I've been trying to get some ballpark rates for a possible new home out in BC and the rates between providers (given similar coverage) seems to vary pretty wildly - from around $75/month with Square1 to over $200/month with Big 4 providers. 

Any tips/tricks in terms of getting lower rates, more appropriate coverage, etc?


----------



## Spudd (Oct 11, 2011)

Have you tried Kanetix.ca? That's usually my first stop. If you have any sort of affinity group (e.g. you're an engineer, or a graduate of a post-secondary institution) you might be able to save on rates by telling them that, as well. For me, TD insurance is cheap because I'm a member of an affinity group they give discounts to.


----------



## MrMatt (Dec 21, 2011)

Spudd said:


> Have you tried Kanetix.ca? That's usually my first stop. If you have any sort of affinity group (e.g. you're an engineer, or a graduate of a post-secondary institution) you might be able to save on rates by telling them that, as well. For me, TD insurance is cheap because I'm a member of an affinity group they give discounts to.


Get a broker, or go through a group if you can (alumni and professsional groups have the best rates)


----------



## birdman (Feb 12, 2013)

I regularly shop my insurance and find that Family Insurance to be the most reasonable for my needs. A simple Google search will show the brokers near you.


----------



## jayvbass (Sep 21, 2016)

You need to compare a few insurance providers before deciding on one, each one of them will be slightly different from each other, go for the one who meets all your demands.


----------



## sags (May 15, 2010)

We have had our home insurance policy with Economical for more than 30 years.
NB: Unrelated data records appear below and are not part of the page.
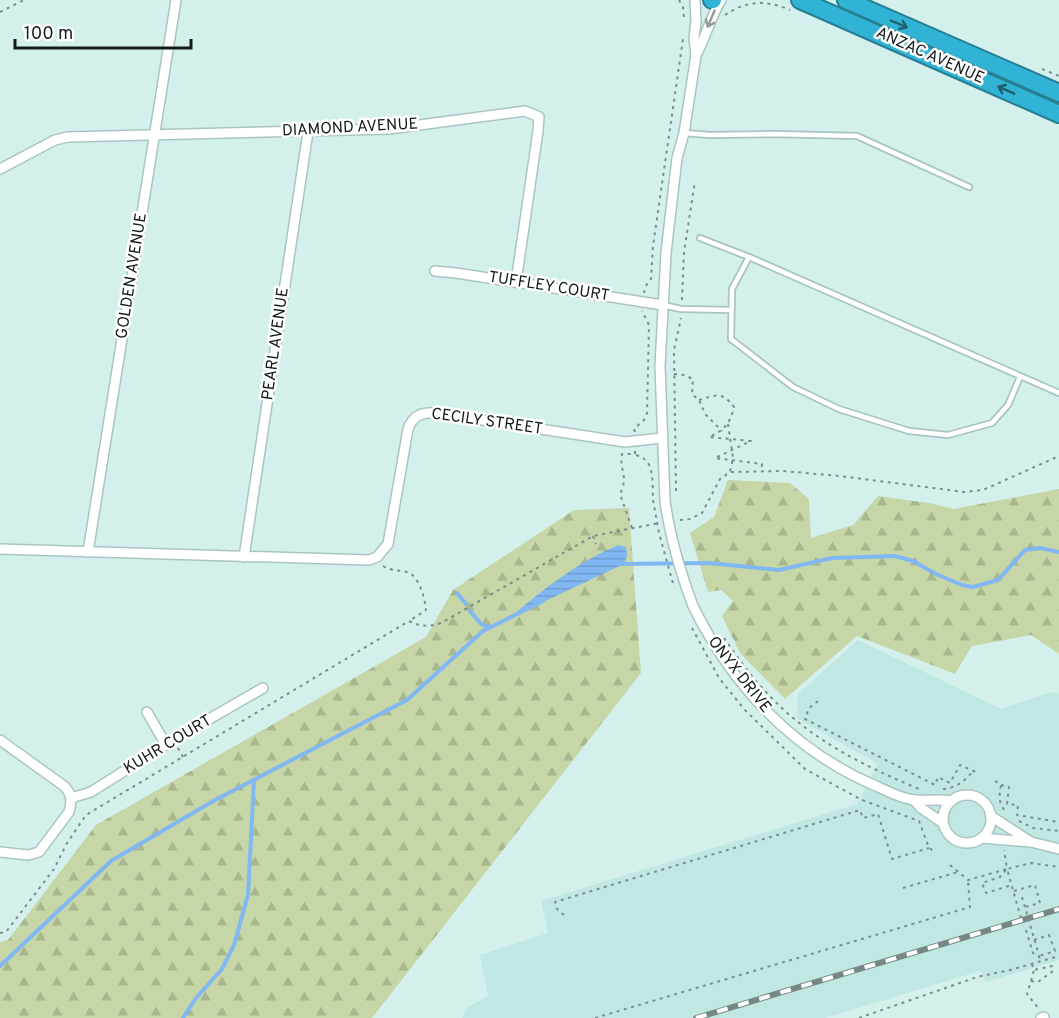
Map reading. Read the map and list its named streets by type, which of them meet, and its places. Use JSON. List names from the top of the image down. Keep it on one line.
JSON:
{"streets":{"highway":["ANZAC AVENUE"],"street":["DIAMOND AVENUE","GOLDEN AVENUE","TUFFLEY COURT","PEARL AVENUE","CECILY STREET","ONYX DRIVE","KUHR COURT"]},"crossings":[["DIAMOND AVENUE","GOLDEN AVENUE"],["DIAMOND AVENUE","TUFFLEY COURT"],["DIAMOND AVENUE","PEARL AVENUE"],["CECILY STREET","ONYX DRIVE"]],"scale_bar":"100 m"}
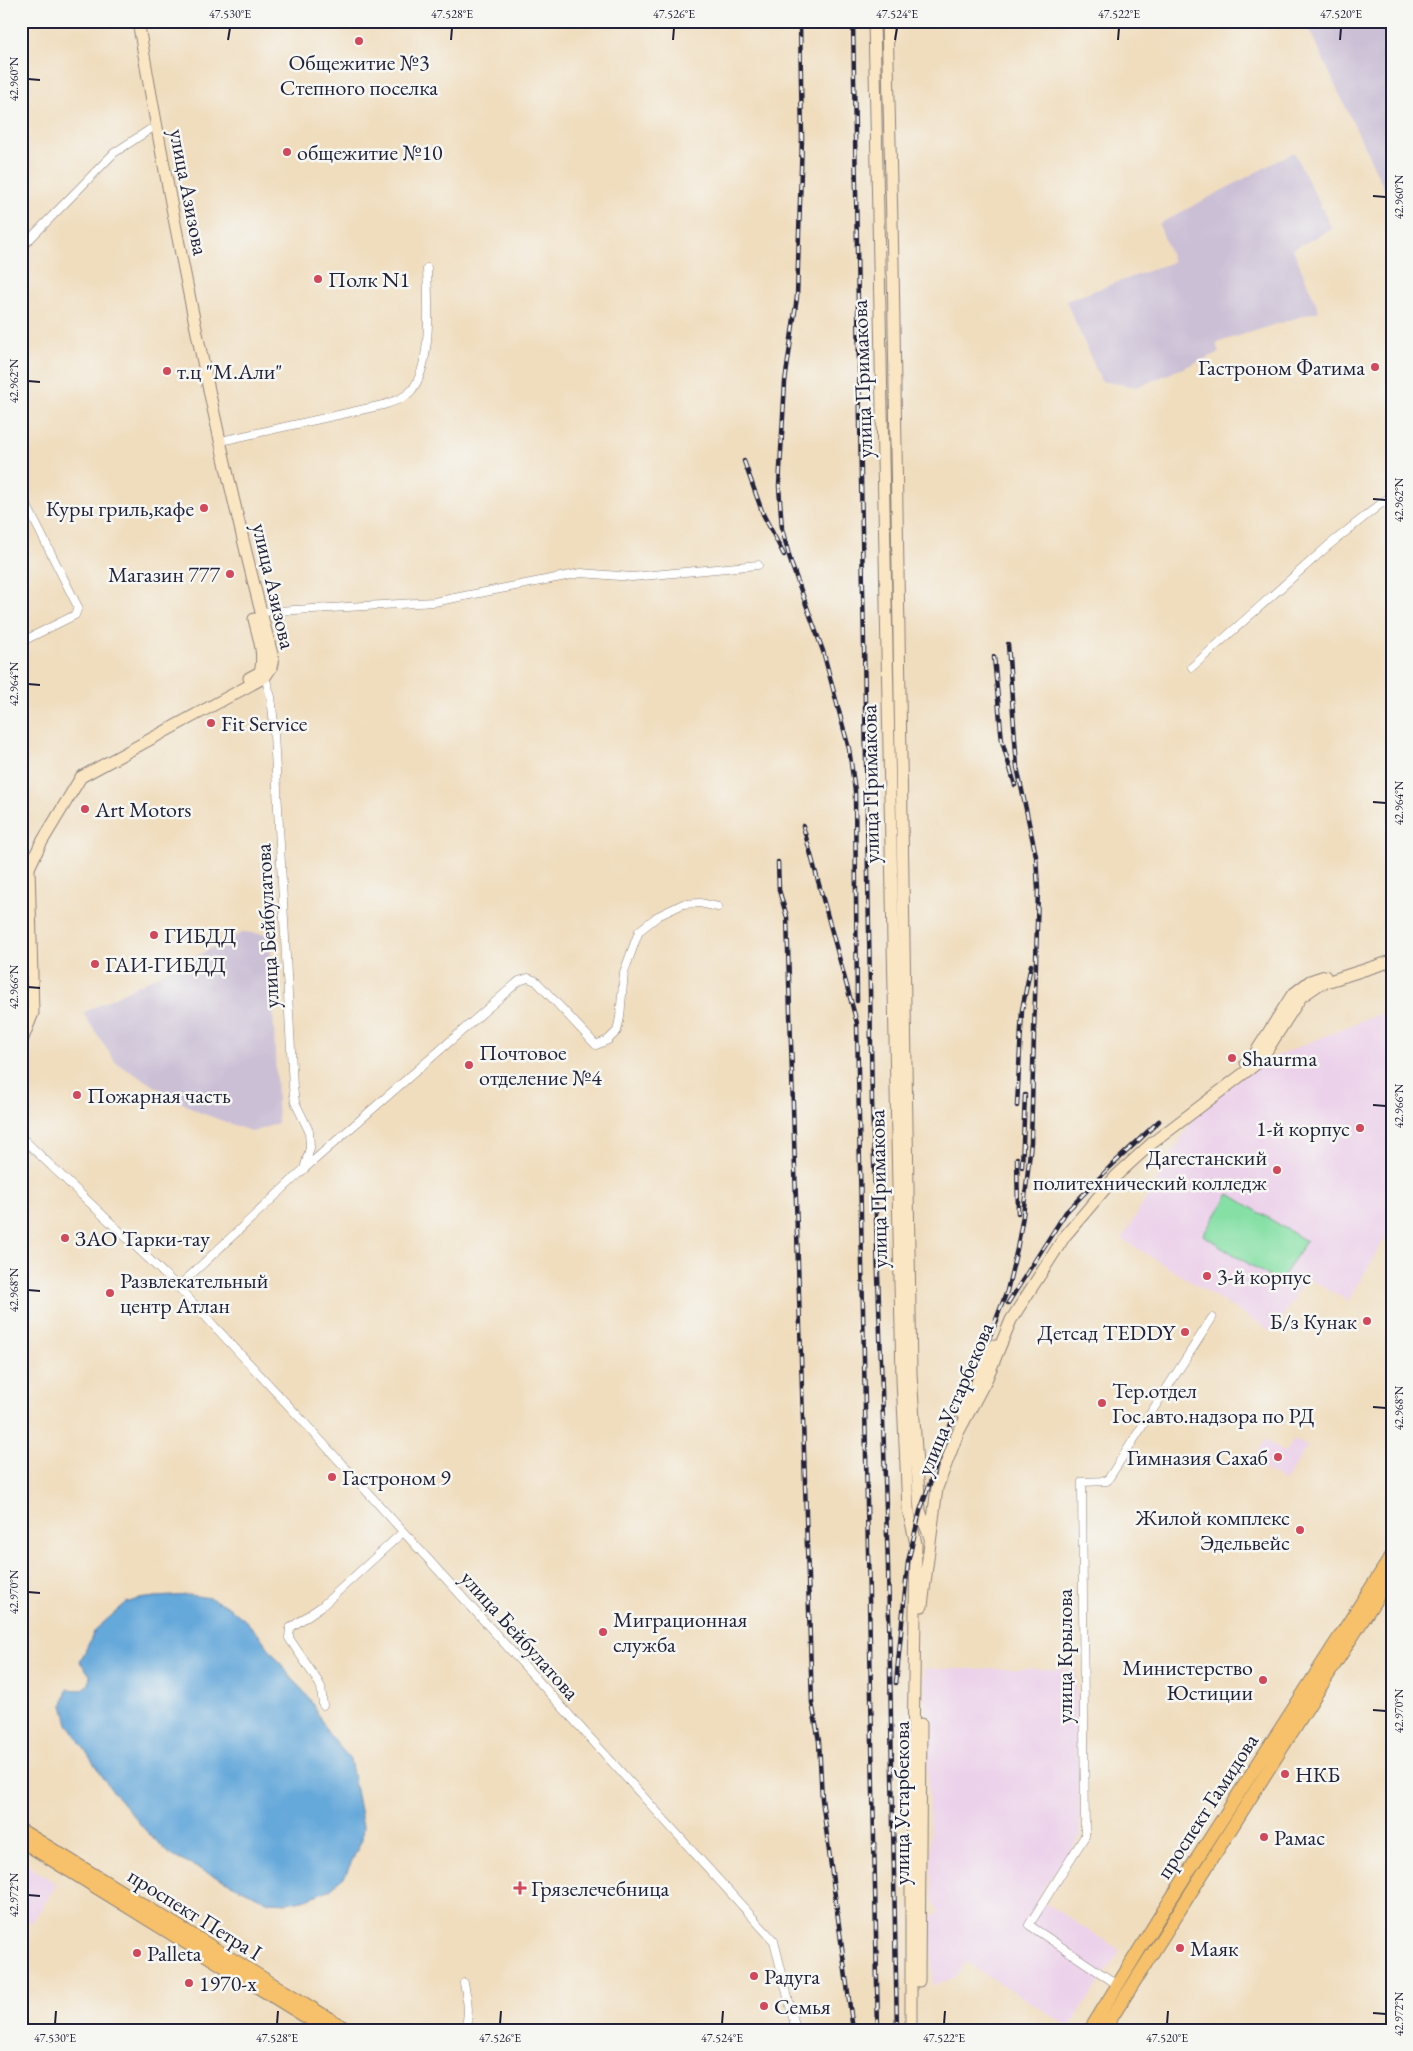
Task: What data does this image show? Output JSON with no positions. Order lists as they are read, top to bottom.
{
  "streets": {
    "main road": [
      "улица Азизова",
      "улица Примакова",
      "улица Устарбекова",
      "проспект Гамидова",
      "проспект Петра I"
    ],
    "street": ["улица Бейбулатова", "улица Крылова"]
  },
  "crossings": [
    ["улица Азизова", "улица Бейбулатова"],
    ["улица Крылова", "проспект Гамидова"]
  ],
  "places": {
    "other": [
      "Общежитие №3 Степного поселка",
      "общежитие №10",
      "Полк N1",
      "Гастроном Фатима",
      "т.ц \"М.Али\"",
      "Куры гриль,кафе",
      "Магазин 777",
      "Fit Service",
      "Art Motors",
      "ГИБДД",
      "ГАИ-ГИБДД",
      "Shaurma",
      "Почтовое отделение №4",
      "Пожарная часть",
      "1-й корпус",
      "Дагестанский политехнический колледж",
      "ЗАО Тарки-тау",
      "3-й корпус",
      "Развлекательный центр Атлан",
      "Б/з Кунак",
      "Детсад TEDDY",
      "Тер.отдел Гос.авто.надзора по РД",
      "Гимназия Сахаб",
      "Гастроном 9",
      "Жилой комплекс Эдельвейс",
      "Миграционная служба",
      "Министерство Юстиции",
      "НКБ",
      "Рамас",
      "Маяк",
      "Palleta",
      "Радуга",
      "1970-х",
      "Семья"
    ],
    "health": ["Грязелечебница"]
  },
  "coordinates": [
    "47.530°E",
    "47.528°E",
    "47.526°E",
    "47.524°E",
    "47.522°E",
    "47.520°E",
    "42.960°N",
    "42.962°N",
    "42.964°N",
    "42.966°N",
    "42.968°N",
    "42.970°N",
    "42.972°N"
  ]
}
No problems, but all we have done is send them money. No money has ever gone the other way.

We have never made a claim and from reading different insurance company review websites, that is where the rubber meets the road.

Any insurance company will take your money, but you want to be assured that you will receive good service if you have to file a claim.

Insurance isn't just about the premium. It is also about the coverage. The two often go hand in hand with each other.

Make sure you know what is covered and what isn't. A company may offer "cheaper" premiums but limit certain coverage.

I would suggest to Google around, and talk to people who have made claims to see how their claims were handled, and then decide.

Some companies offer discounts for combined property and auto insurance as well.


----------



## sags (May 15, 2010)

While on the topic of insurance, my broker called and advised us that in Ontario the coverage for personal injuries have been lowered.

A client must opt to increase the coverage to retain the historic amounts, or increase them.

We were given several options and decided to take the "all injuries" option for an extra $9 a month.

It adds an extra million dollars to all auto personal injury claim coverage.

Just an advisory to people in Ontario to make sure they know of the changes to the law.

They took affect in July and old coverage is continued until the next renewal date.


----------



## Trump (Sep 8, 2016)

Just to follow up - I went with TD Meloche. After comparing rates through Kanetix, then searching a few providers for a SFH in BC - including Square One, BCAA, Westland and a couple others, there was really no contest. At the risk of sounding like a shill, TD was substantially cheaper for the same (and in some areas, better) coverage, deductibles and limits. I haven't compared 'bundled' services (ie. auto and home) for discounts, but did have a university alumni association applied for a bit of savings.


----------